- Molo Constituency within Nakuru County
- Nakuru County within Kenya
- County: Nakuru
- Population: 156,732
- Area: 483 km^{2} (186.5 sq mi)

Current constituency
- Number of members: 1
- Party: UDA
- Member of Parliament: Francis Kuria Kimani
- Wards: 4

= Molo Constituency =

Electoral constituency in Kenya

Molo Constituency is an electoral constituency in Kenya. It is one of eleven constituencies in Nakuru County. The constituency was established for the 1988 elections, renamed from the former Nakuru West Constituency.

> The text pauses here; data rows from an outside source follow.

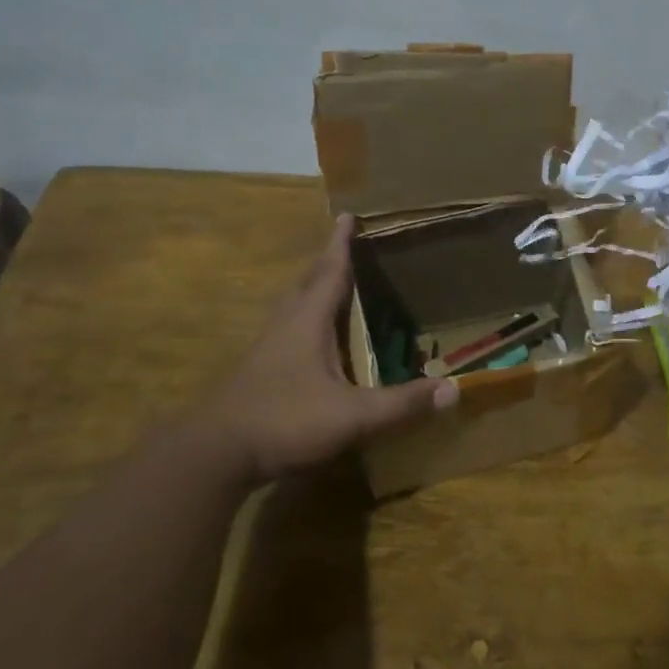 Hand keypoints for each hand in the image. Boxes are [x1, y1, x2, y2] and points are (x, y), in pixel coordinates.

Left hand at [167, 215, 457, 484]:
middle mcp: (285, 326)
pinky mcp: (257, 371)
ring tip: (332, 284)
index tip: (348, 214)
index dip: (341, 244)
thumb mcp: (353, 415)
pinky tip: (313, 339)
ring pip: (292, 306)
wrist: (214, 453)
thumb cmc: (285, 420)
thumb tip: (453, 389)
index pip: (329, 272)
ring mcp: (267, 348)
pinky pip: (287, 329)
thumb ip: (401, 404)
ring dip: (312, 288)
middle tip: (346, 246)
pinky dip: (304, 319)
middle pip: (307, 282)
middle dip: (327, 261)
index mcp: (307, 322) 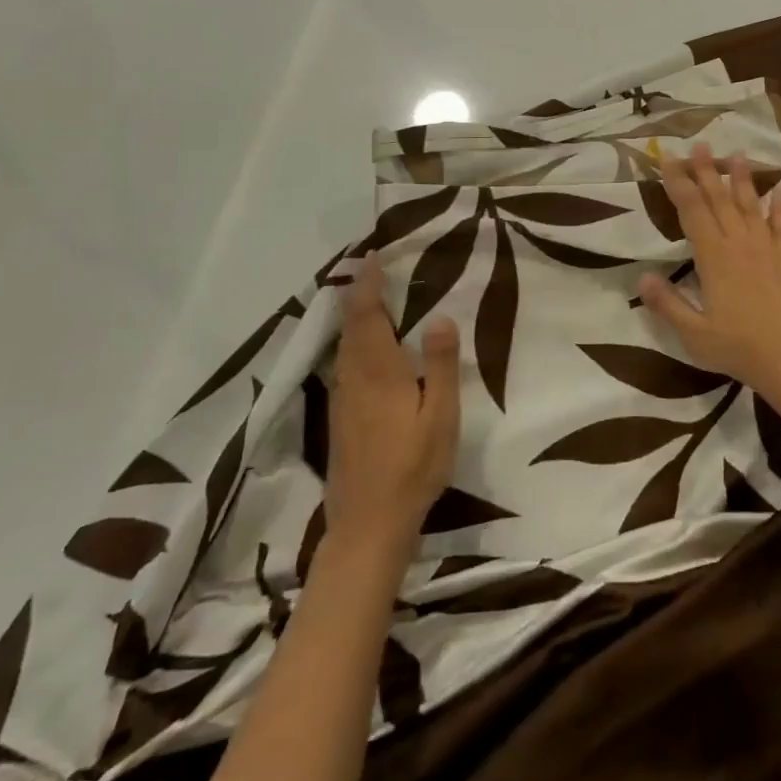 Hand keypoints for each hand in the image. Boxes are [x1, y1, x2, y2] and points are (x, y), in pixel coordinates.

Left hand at [324, 254, 460, 553]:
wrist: (367, 525)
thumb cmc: (412, 467)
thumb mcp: (440, 415)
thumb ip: (439, 364)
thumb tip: (439, 316)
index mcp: (378, 370)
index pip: (367, 314)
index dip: (368, 283)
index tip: (373, 255)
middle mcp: (353, 376)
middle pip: (351, 325)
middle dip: (358, 292)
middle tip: (372, 266)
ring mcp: (342, 397)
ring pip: (344, 344)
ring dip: (354, 315)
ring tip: (370, 295)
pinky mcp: (339, 416)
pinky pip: (344, 361)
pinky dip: (352, 339)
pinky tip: (365, 345)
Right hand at [637, 145, 780, 402]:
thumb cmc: (740, 349)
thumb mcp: (694, 334)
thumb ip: (667, 304)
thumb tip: (642, 276)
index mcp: (713, 257)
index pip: (692, 210)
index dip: (679, 183)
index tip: (669, 160)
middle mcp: (740, 244)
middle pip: (720, 199)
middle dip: (707, 170)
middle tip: (699, 145)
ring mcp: (767, 249)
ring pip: (751, 205)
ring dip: (741, 179)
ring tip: (736, 154)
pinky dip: (780, 205)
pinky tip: (780, 190) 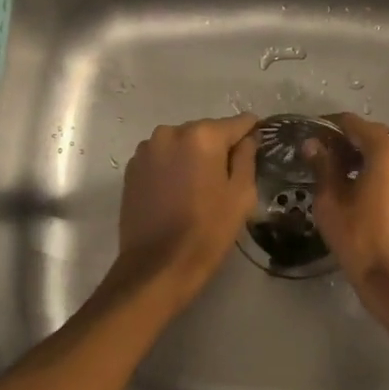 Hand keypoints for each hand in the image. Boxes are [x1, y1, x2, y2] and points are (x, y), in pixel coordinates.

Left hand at [112, 114, 258, 305]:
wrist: (157, 265)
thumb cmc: (207, 231)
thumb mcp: (241, 195)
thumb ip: (247, 158)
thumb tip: (248, 137)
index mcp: (202, 136)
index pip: (237, 123)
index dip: (251, 135)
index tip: (256, 151)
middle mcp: (170, 132)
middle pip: (206, 132)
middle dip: (218, 149)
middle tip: (227, 179)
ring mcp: (147, 150)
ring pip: (181, 145)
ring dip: (192, 158)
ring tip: (199, 189)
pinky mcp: (132, 169)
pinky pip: (162, 159)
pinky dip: (172, 169)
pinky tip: (177, 195)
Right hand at [309, 113, 388, 297]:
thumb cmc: (359, 238)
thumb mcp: (331, 200)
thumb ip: (323, 165)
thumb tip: (312, 144)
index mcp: (388, 150)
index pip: (353, 124)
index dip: (329, 127)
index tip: (309, 135)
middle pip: (372, 134)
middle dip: (346, 140)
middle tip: (319, 154)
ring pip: (385, 151)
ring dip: (361, 155)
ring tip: (334, 171)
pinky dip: (375, 168)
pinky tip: (355, 184) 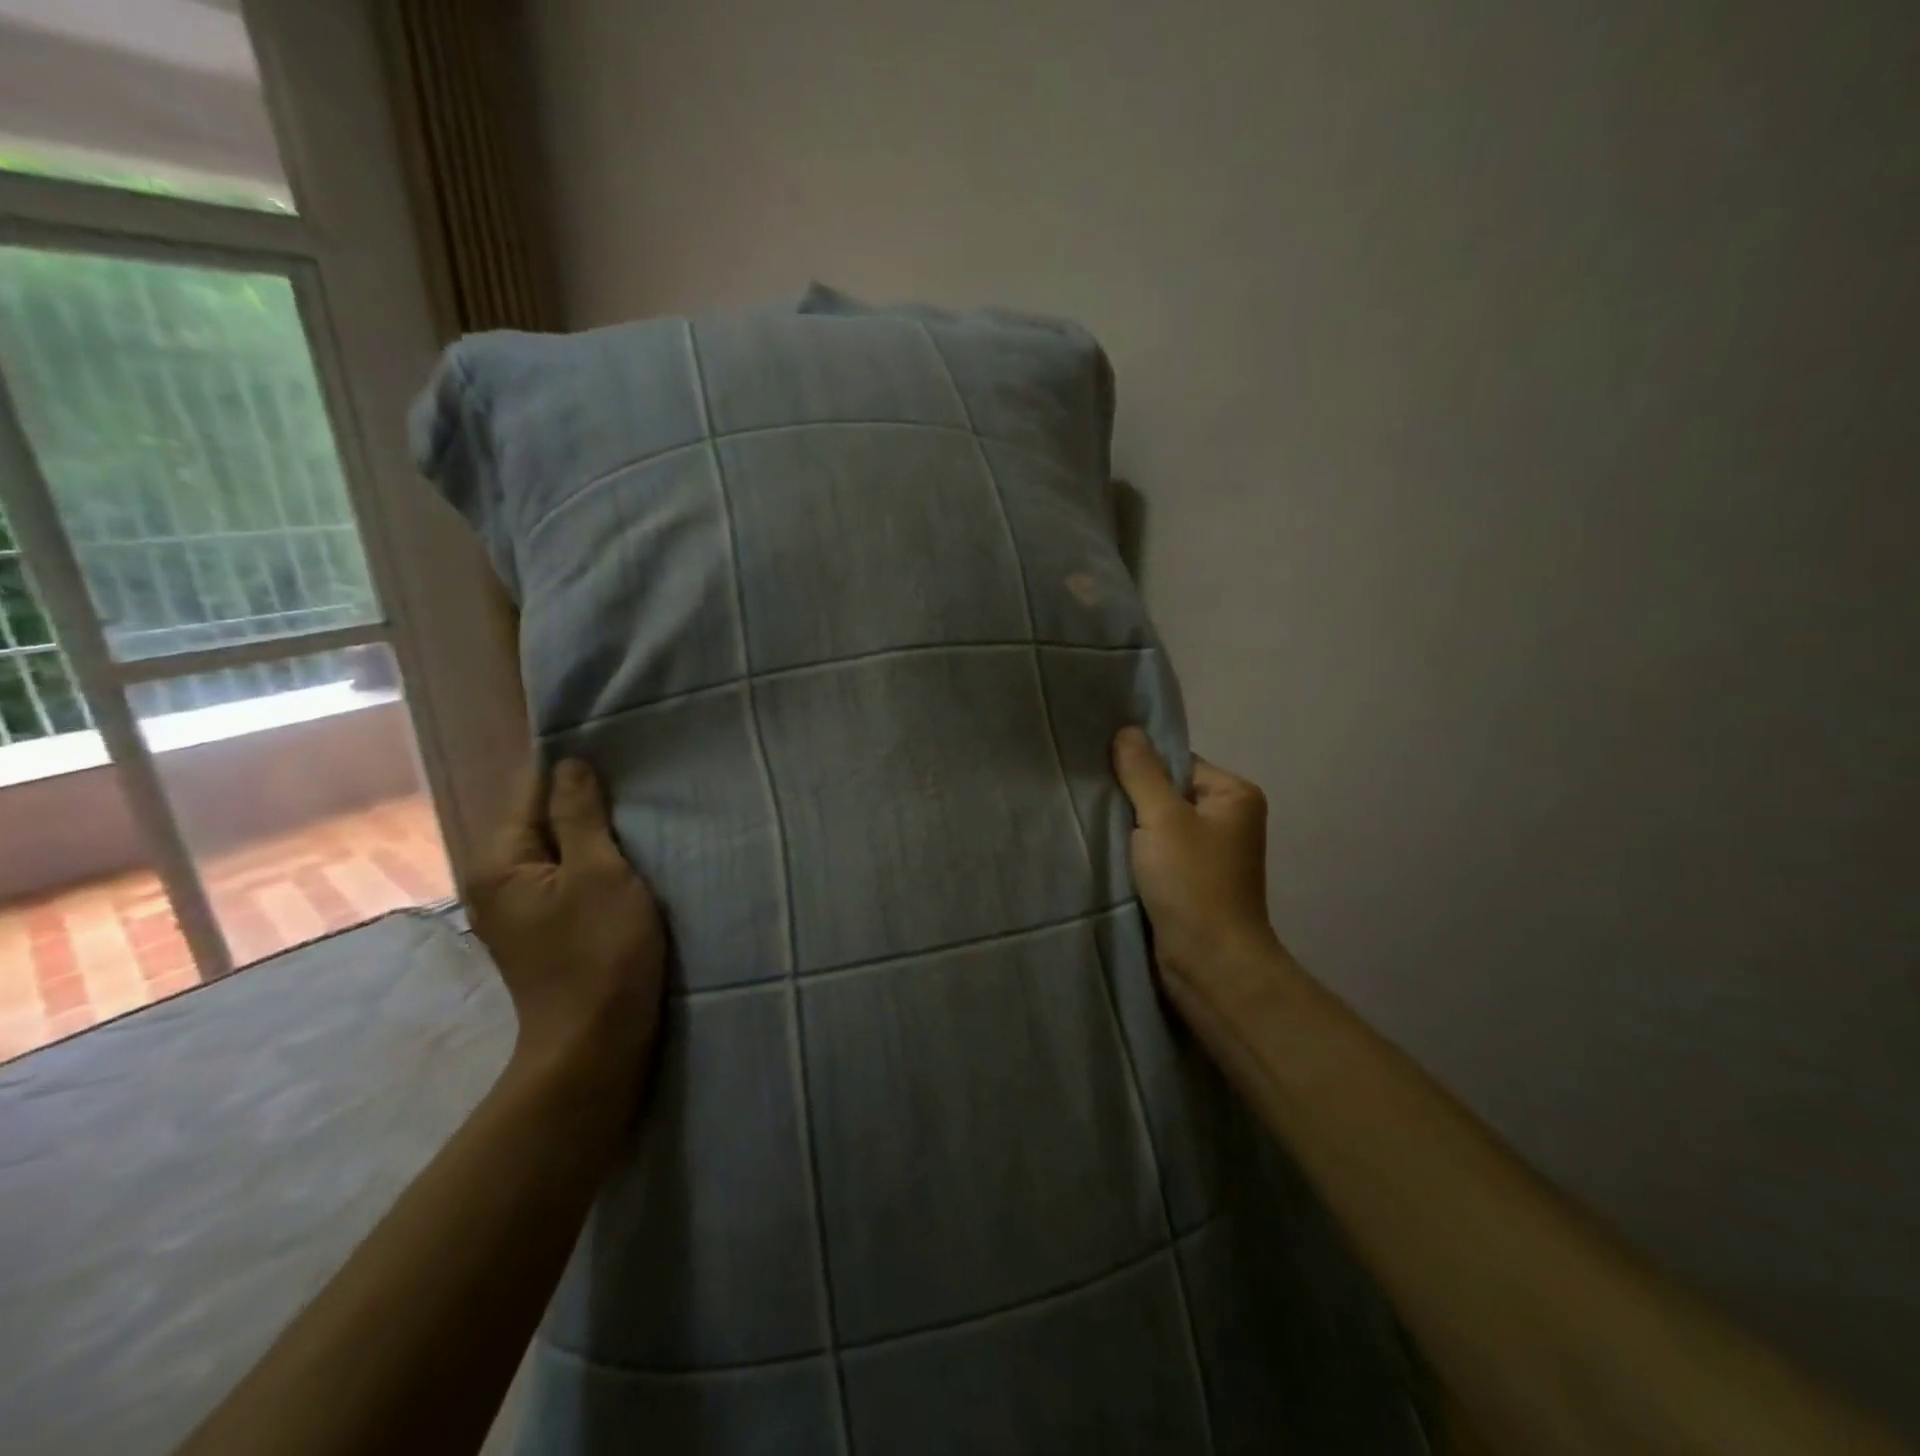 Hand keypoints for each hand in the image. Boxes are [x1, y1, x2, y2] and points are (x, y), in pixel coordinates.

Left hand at [469, 759, 667, 1083]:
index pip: (531, 789)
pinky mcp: (548, 927)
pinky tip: (630, 856)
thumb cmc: (600, 951)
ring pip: (562, 848)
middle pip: (544, 819)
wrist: (597, 1042)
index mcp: (499, 861)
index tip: (618, 751)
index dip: (572, 768)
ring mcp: (522, 907)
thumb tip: (569, 763)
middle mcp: (499, 879)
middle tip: (638, 781)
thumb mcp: (599, 872)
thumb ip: (581, 814)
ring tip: (640, 811)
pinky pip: (570, 876)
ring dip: (596, 832)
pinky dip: (597, 861)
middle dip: (587, 800)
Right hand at [1110, 727, 1281, 983]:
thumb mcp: (1162, 818)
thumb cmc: (1192, 883)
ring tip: (1097, 827)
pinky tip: (1110, 855)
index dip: (1140, 768)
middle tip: (1093, 799)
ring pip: (1159, 825)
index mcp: (1234, 794)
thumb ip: (1141, 773)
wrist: (1209, 964)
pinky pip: (1158, 853)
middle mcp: (1228, 819)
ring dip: (1130, 829)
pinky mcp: (1192, 881)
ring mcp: (1211, 853)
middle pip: (1167, 792)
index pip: (1177, 763)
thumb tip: (1127, 729)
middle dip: (1132, 799)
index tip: (1102, 774)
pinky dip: (1136, 853)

== Members of Parliament ==

| Elections | MP | Party | Notes |
|---|---|---|---|
| 1988 | John Njenga Mungai | KANU |  |
| 1992 | John Njenga Mungai | Ford-Asili |  |
| 1997 | Dixon Kihika Kimani | DP |  |
| 2002 | Macharia Mukiri | NARC |  |
| 2007 | Joseph Nganga Kiuna | PNU |  |
| 2013 | Jacob Macharia | TNA (now as Jubilie) |  |
| 2017-2027 | Francis Kuria Kimani | UDA |  |

== Locations and wards ==

Locations
| Location | Population* |
| Bagaria | 9,716 |
| Elburgon | 49,463 |
| Gichobo | 5,495 |
| Kapkembu | 4,692 |
| Kihingo | 18,998 |
| Lare | 13,949 |
| Mariashoni | 5,563 |
| Mau Narok | 30,901 |
| Mauche | 3,070 |
| Molo | 31,574 |
| Naishi | 6,017 |
| Nessuit | 7,975 |
| Njoro | 55,501 |
| Sachangwani | 8,942 |
| Sururu | 7,054 |
| Teret | 5,792 |
| Tuiyotich | 5,973 |
| Turi | 27,838 |
| Total | x |
1999 census.

Wards
| Ward | Registered Voters | Local Authority |
| Elburgon | 14,991 | Nakuru County |
| Kiambiriria | 2,480 | Molo Town |
| Kihingo | 7,382 | Nakuru County |
| Lare | 10,140 | Nakuru County |
| Maraishoni | 1,839 | Nakuru County |
| Mau Narok | 11,731 | Nakuru County |
| Mauche | 6,326 | Nakuru County |
| Molo | 12,451 | Molo Town |
| Nessuit | 2,948 | Nakuru County |
| Njoro | 17,096 | Nakuru County |
| Sachangwani | 3,149 | Molo Town |
| Turi North | 2,441 | Molo Town |
| Turi South | 3,619 | Molo Town |
| Total | 96,593 |
*September 2005.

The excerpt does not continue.